In conclusion, our findings indicate that: (i) early spatial and temporal mechanisms drive the attentional system by biasing attentional resources toward relevant portions of crowded (visual and auditory) signals, and (ii) this tight coupling between attentive and perceptual systems has an impact on early speech processing. Indeed, by testing the same sample over time, we described how infants showing a reduced ability to discriminate acoustic variations across syllables at seven months already showed a higher difficulty to disengage attention from a simple visual stimulus at four months. This might be explained by the critical role played by early attentional and perceptual mechanisms acting across different sensorial modalities and from the very early stages of cognitive development, in sustaining successive language acquisition. Our results indicate that a rapid shift of visual attention (related to an efficient disengagement ability) might predict the future emergence and development of language processing skills. Therefore, these findings offer preliminary and fruitful insights on the role played by spatial and temporal attention in typical language development. Those results also help shed light on the documented link between the orienting of attention and language acquisition across developmental disorders. Indeed, despite our participants belonging to a typically developing sample, the huge inter-participant variability registered confirms that attentional development can follow different possible trajectories, also requiring qualitative approaches to be understood. Furthermore, our results demonstrate that variability in language outcomes can be related to variability in early visual disengagement even in a sample of typically developing infants, as also reported from a recent study by D’Souza and colleagues [16
]. In particular, the research from D’Souza and colleagues (2020) reported that performances in visual disengagement of attention are associated with subsequent language development in both typically developing infants and other chromosomic clinical profiles (i.e., Down syndrome, William syndrome, and Fragile X syndrome).

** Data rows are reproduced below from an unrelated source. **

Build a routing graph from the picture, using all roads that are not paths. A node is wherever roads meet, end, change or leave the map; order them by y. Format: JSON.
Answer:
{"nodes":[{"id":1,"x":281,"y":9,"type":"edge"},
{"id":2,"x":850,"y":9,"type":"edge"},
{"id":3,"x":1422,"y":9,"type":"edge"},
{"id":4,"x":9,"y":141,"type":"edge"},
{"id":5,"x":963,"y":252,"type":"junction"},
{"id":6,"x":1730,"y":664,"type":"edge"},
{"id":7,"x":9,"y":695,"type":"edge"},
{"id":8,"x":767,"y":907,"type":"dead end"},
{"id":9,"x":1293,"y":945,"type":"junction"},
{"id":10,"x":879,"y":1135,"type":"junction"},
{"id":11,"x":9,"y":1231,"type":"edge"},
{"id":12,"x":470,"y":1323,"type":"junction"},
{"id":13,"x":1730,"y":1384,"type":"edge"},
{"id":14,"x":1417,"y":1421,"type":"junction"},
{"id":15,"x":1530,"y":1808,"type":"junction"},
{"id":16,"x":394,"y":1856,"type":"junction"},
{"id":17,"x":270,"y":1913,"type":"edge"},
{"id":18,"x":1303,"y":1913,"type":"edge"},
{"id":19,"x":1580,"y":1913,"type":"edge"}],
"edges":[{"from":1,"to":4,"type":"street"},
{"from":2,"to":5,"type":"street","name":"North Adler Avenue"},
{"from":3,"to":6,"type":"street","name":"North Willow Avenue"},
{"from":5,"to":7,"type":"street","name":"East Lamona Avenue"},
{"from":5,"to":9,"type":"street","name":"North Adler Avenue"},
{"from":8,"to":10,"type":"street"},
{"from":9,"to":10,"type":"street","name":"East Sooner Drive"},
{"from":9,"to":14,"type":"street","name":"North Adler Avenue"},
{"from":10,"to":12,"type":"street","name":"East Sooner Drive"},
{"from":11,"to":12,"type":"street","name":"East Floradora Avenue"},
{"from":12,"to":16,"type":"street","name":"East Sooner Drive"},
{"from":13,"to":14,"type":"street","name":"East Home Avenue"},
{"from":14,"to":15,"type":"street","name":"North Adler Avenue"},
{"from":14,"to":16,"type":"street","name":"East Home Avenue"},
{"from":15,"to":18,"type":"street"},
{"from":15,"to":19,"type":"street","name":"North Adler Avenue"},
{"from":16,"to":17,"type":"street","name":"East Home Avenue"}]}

This evidence adds up with the already discussed research on developing language disorders (i.e., Developmental Dyslexia and Specific Language Impairments). The resulting picture points to a relevant effect of attentional orienting in shaping language acquisition already from early infancy. Further research is needed to clarify the variegated scenario of infants’ attentional behaviors and to interpret the nature of individual performances and inter-participant variability, in the atypical as in the typical development. This study contributed to this challenging purpose by bringing preliminary evidence on the tight link between attentional, visual orienting, and auditory stress perception in early infancy.